Saint John Paul II, The National Shrine of Our Lady of Czestochowa, Philadelphia Pennsylvania.
Yes, April 27 is the day St. Pope John Paul II was canonized. He attended the Second Vatican Council initiated by Pope John XXIII, who also was canonized on this day.
Born Karl Wojtyla, Pope John Paul was an actor, poet, athlete, playwrite, priest and philosopher.
As Charles Chaput, Archbishop of the Archdiocese of Philadelphia stated: He proved by his life the words of St. Irenaeus that “the glory of God is man fully alive.”
St. John Paul II visited the Shrine of Our Lady of Czestochowa on two occasions while a cardinal. Karol Cardinal Wojtyla first visit was in 1969 and again in 1976 while attending the Eucharistic Congress held in Philadelphia. He became the 264th Pope of the Catholic Church two years later in 1978. John Paul II was the first non Italian pope since Pope Adrian VI who died in 1523.

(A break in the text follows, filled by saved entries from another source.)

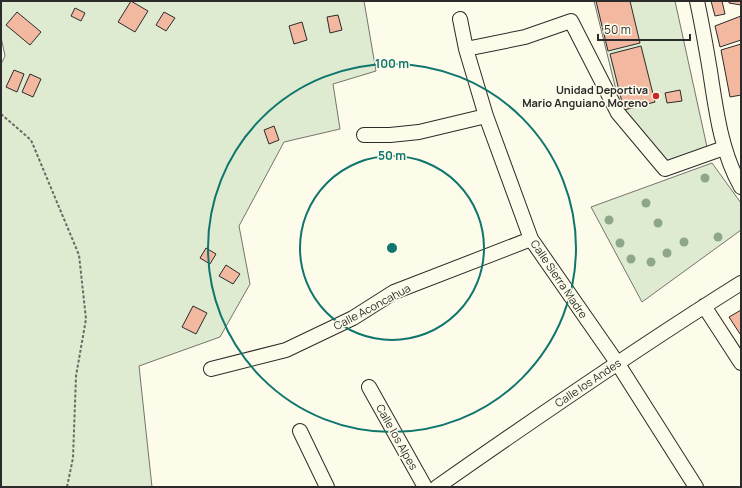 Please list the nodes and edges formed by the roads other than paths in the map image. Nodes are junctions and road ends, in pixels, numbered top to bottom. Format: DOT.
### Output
graph roads {
  1 [pos="697,1"];
  2 [pos="460,19"];
  3 [pos="466,49"];
  4 [pos="486,116"];
  5 [pos="364,135"];
  6 [pos="724,148"];
  7 [pos="741,187"];
  8 [pos="531,239"];
  9 [pos="741,283"];
  10 [pos="704,306"];
  11 [pos="741,363"];
  12 [pos="618,364"];
  13 [pos="211,369"];
  14 [pos="369,387"];
  15 [pos="300,430"];
  16 [pos="327,487"];
  17 [pos="426,487"];
  18 [pos="437,487"];
  19 [pos="696,487"];
  1 -- 6 [label="street"];
  2 -- 3 [label="street, Calle Sierra Madre"];
  3 -- 4 [label="street, Calle Sierra Madre"];
  3 -- 6 [label="street"];
  4 -- 5 [label="street"];
  4 -- 8 [label="street, Calle Sierra Madre"];
  6 -- 7 [label="street"];
  8 -- 12 [label="street, Calle Sierra Madre"];
  8 -- 13 [label="street, Calle Aconcahua"];
  9 -- 10 [label="street, Calle los Andes"];
  10 -- 11 [label="street"];
  10 -- 12 [label="street, Calle los Andes"];
  12 -- 18 [label="street, Calle los Andes"];
  12 -- 19 [label="street, Calle Sierra Madre"];
  14 -- 17 [label="street, Calle los Alpes"];
  15 -- 16 [label="street"];
}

John Paul II created Divine Mercy Sunday which is celebrated on the first Sunday after Easter. It is originally based on the devotion to the Divine Mercy that Saint Faustina Kowalska reported as part of her encounter with Jesus.

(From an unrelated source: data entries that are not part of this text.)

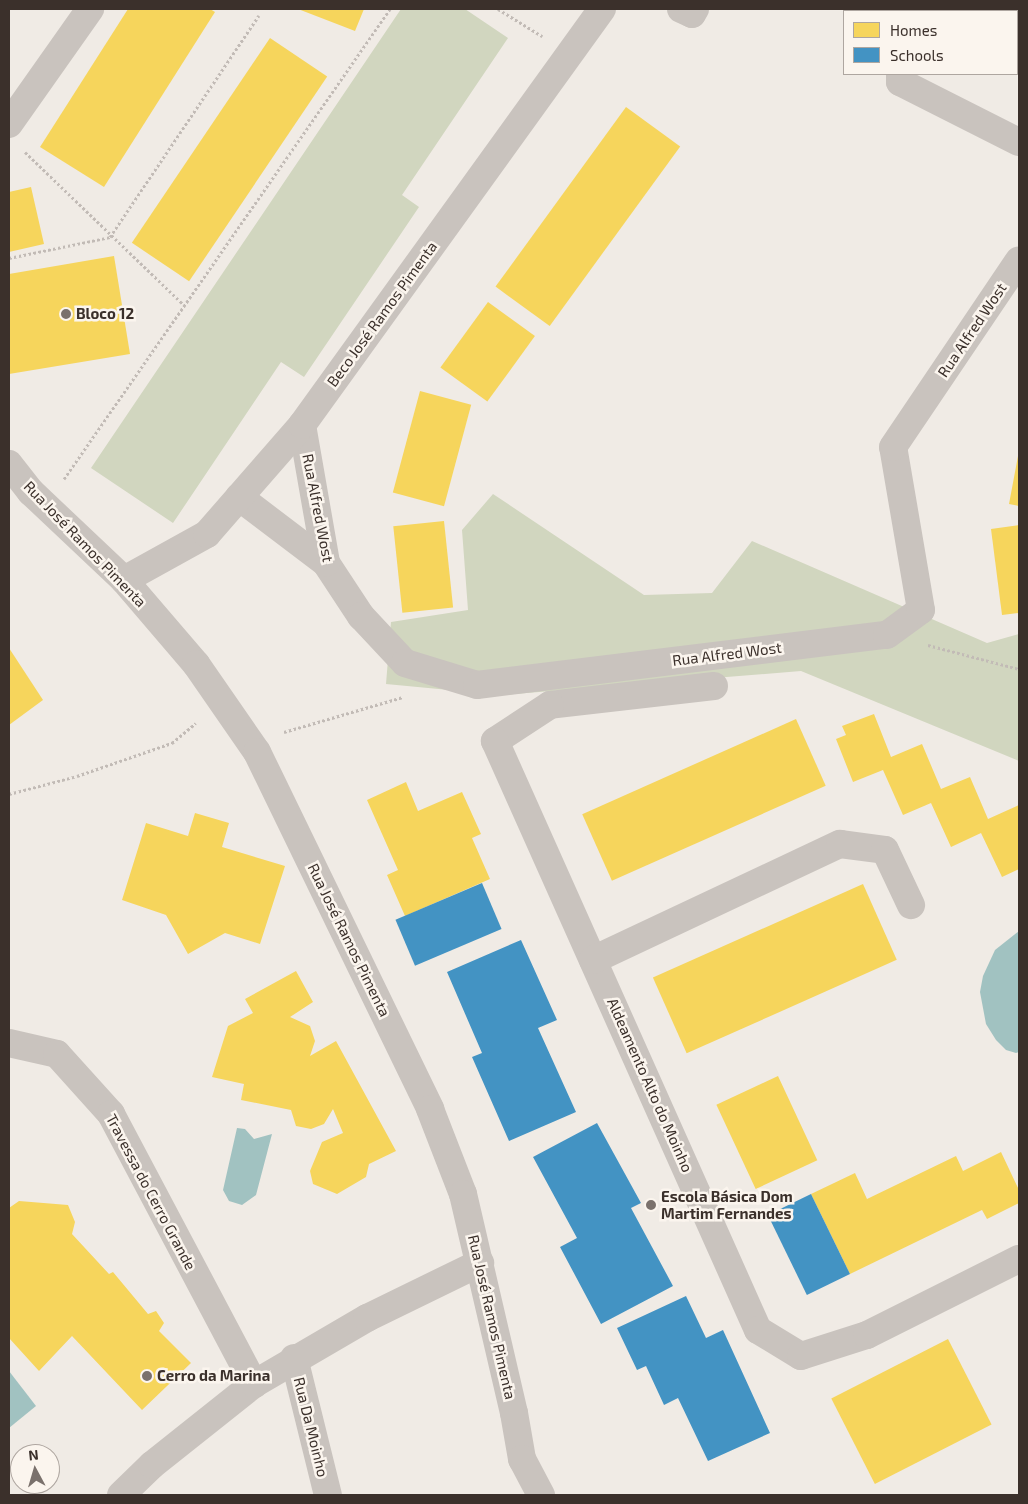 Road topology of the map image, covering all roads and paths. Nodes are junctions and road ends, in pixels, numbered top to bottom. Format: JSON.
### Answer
{"nodes":[{"id":1,"x":90,"y":9,"type":"edge"},
{"id":2,"x":390,"y":9,"type":"edge"},
{"id":3,"x":498,"y":9,"type":"edge"},
{"id":4,"x":602,"y":9,"type":"edge"},
{"id":5,"x":681,"y":9,"type":"edge"},
{"id":6,"x":695,"y":9,"type":"edge"},
{"id":7,"x":259,"y":15,"type":"dead end"},
{"id":8,"x":570,"y":54,"type":"junction"},
{"id":9,"x":900,"y":75,"type":"edge"},
{"id":10,"x":9,"y":124,"type":"edge"},
{"id":11,"x":1019,"y":142,"type":"edge"},
{"id":12,"x":22,"y":149,"type":"dead end"},
{"id":13,"x":110,"y":237,"type":"junction"},
{"id":14,"x":9,"y":258,"type":"edge"},
{"id":15,"x":1019,"y":260,"type":"edge"},
{"id":16,"x":184,"y":305,"type":"junction"},
{"id":17,"x":302,"y":425,"type":"junction"},
{"id":18,"x":9,"y":464,"type":"edge"},
{"id":19,"x":239,"y":497,"type":"junction"},
{"id":20,"x":46,"y":506,"type":"junction"},
{"id":21,"x":326,"y":563,"type":"junction"},
{"id":22,"x":124,"y":580,"type":"junction"},
{"id":23,"x":887,"y":635,"type":"junction"},
{"id":24,"x":1019,"y":669,"type":"edge"},
{"id":25,"x":714,"y":686,"type":"dead end"},
{"id":26,"x":395,"y":700,"type":"dead end"},
{"id":27,"x":222,"y":702,"type":"junction"},
{"id":28,"x":250,"y":742,"type":"junction"},
{"id":29,"x":9,"y":794,"type":"edge"},
{"id":30,"x":911,"y":905,"type":"dead end"},
{"id":31,"x":593,"y":960,"type":"junction"},
{"id":32,"x":9,"y":1043,"type":"edge"},
{"id":33,"x":1019,"y":1258,"type":"edge"},
{"id":34,"x":480,"y":1263,"type":"junction"},
{"id":35,"x":294,"y":1358,"type":"junction"},
{"id":36,"x":254,"y":1384,"type":"junction"},
{"id":37,"x":120,"y":1495,"type":"edge"},
{"id":38,"x":328,"y":1495,"type":"edge"},
{"id":39,"x":541,"y":1495,"type":"edge"}],
"edges":[{"from":1,"to":10,"type":"street"},
{"from":2,"to":16,"type":"path"},
{"from":3,"to":8,"type":"path"},
{"from":4,"to":8,"type":"street","name":"Beco José Ramos Pimenta"},
{"from":5,"to":6,"type":"street"},
{"from":7,"to":13,"type":"path"},
{"from":8,"to":17,"type":"street","name":"Beco José Ramos Pimenta"},
{"from":9,"to":11,"type":"street"},
{"from":12,"to":13,"type":"path"},
{"from":13,"to":14,"type":"path"},
{"from":13,"to":16,"type":"path"},
{"from":15,"to":23,"type":"street","name":"Rua Alfred Wost"},
{"from":16,"to":20,"type":"path"},
{"from":17,"to":19,"type":"street","name":"Beco José Ramos Pimenta"},
{"from":17,"to":21,"type":"street","name":"Rua Alfred Wost"},
{"from":18,"to":20,"type":"street","name":"Rua José Ramos Pimenta"},
{"from":19,"to":21,"type":"street"},
{"from":19,"to":22,"type":"street","name":"Beco José Ramos Pimenta"},
{"from":20,"to":22,"type":"street","name":"Rua José Ramos Pimenta"},
{"from":21,"to":23,"type":"street","name":"Rua Alfred Wost"},
{"from":22,"to":27,"type":"street","name":"Rua José Ramos Pimenta"},
{"from":23,"to":24,"type":"path"},
{"from":25,"to":31,"type":"street","name":"Aldeamento Alto do Moinho"},
{"from":26,"to":28,"type":"path"},
{"from":27,"to":28,"type":"street","name":"Rua José Ramos Pimenta"},
{"from":27,"to":29,"type":"path"},
{"from":28,"to":34,"type":"street","name":"Rua José Ramos Pimenta"},
{"from":30,"to":31,"type":"street"},
{"from":31,"to":33,"type":"street","name":"Aldeamento Alto do Moinho"},
{"from":32,"to":36,"type":"street","name":"Travessa do Cerro Grande"},
{"from":34,"to":35,"type":"street"},
{"from":34,"to":39,"type":"street","name":"Rua José Ramos Pimenta"},
{"from":35,"to":36,"type":"street"},
{"from":35,"to":38,"type":"street","name":"Rua Da Moinho"},
{"from":36,"to":37,"type":"street"}]}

St. Faustina Kowalska, a Polish nun reported visions and visitations from Jesus and conversations with Him. She could read souls!
John Paul II beatified Sr. Maria Faustina Kowalska on April 18, 1993 and canonized her on April 30, 2000.

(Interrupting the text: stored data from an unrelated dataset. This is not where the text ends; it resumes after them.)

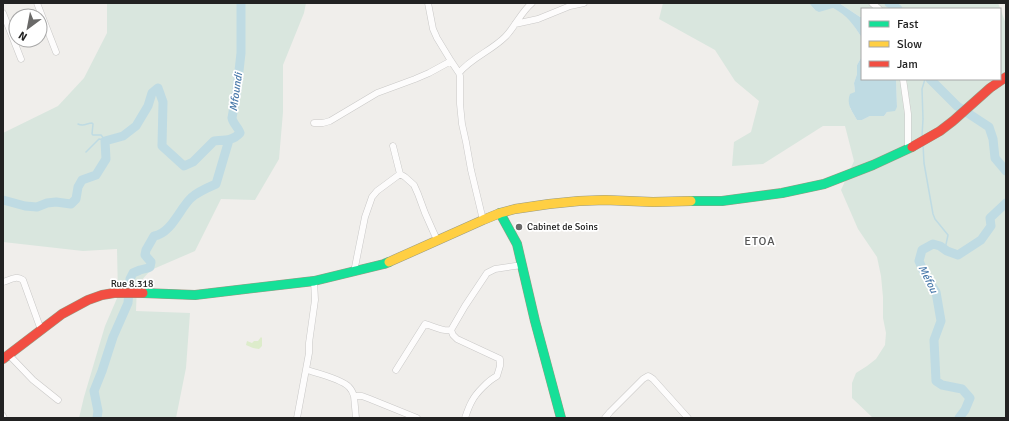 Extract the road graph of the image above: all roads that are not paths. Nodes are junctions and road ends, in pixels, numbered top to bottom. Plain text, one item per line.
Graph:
1 (37, 3) edge
2 (428, 3) edge
3 (532, 3) edge
4 (584, 3) edge
5 (3, 13) edge
6 (515, 24) junction
7 (56, 52) dead end
8 (21, 58) dead end
9 (451, 61) junction
10 (459, 73) junction
11 (1006, 77) edge
12 (903, 80) edge
13 (314, 123) dead end
14 (393, 146) dead end
15 (908, 149) junction
16 (400, 174) junction
17 (500, 213) junction
18 (484, 220) junction
19 (437, 240) junction
20 (522, 265) junction
21 (354, 272) junction
22 (314, 281) junction
23 (3, 282) edge
24 (41, 330) junction
25 (451, 330) junction
26 (6, 357) edge
27 (307, 370) junction
28 (396, 370) dead end
29 (354, 396) junction
30 (58, 400) dead end
31 (297, 418) edge
32 (356, 418) edge
33 (416, 418) edge
34 (465, 418) edge
35 (561, 418) edge
36 (605, 418) edge
37 (688, 418) edge

1 - 7 street
2 - 9 street
3 - 6 street
4 - 6 street
5 - 8 street
6 - 10 street
9 - 10 street
9 - 13 street
10 - 18 street
11 - 15 main road, Rue 8.318
12 - 15 street
14 - 16 street
15 - 17 main road, Rue 8.318
16 - 19 street
16 - 21 street
17 - 18 main road, Rue 8.318
17 - 20 main road
18 - 19 main road, Rue 8.318
19 - 21 main road, Rue 8.318
20 - 25 street
20 - 35 main road
21 - 22 main road, Rue 8.318
22 - 24 main road, Rue 8.318
22 - 27 street
23 - 24 street
24 - 26 main road, Rue 8.318
25 - 28 street
25 - 34 street
26 - 30 street
27 - 29 street
27 - 31 street
29 - 32 street
29 - 33 street
36 - 37 street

St. Paul the Hermit, a strong influence at the Shrine of Our Lady of Czestochowa.
The Pauline Fathers, like John Paul II, have a strong devotion to the Blessed Virgin Mary. Their main monastery is in Czestochowa, Poland, where they continue to reside. The Pauline Order received permission from the Holy See to establish a monastery in Doylestown, Pennsylvania, and subsequently built Our Lady of Czestochowa Shrine.
In the main church is the Miraculous Icon of Our Lady of Czestochowa, which was blessed by Pope John XXIII on February 10, 1962, who also became a saint. The Icon of Our Lady hangs behind the altar in the main nave and depicts the Holy Trinity. God the Father, with His arms stretched out like the wings of a large bird, enfolds Jesus Christ and all God’s people. Above them is shown a dove, the symbol of the Holy Spirit. Below them, a choir of angels, with their golden horns, extol the glory of God.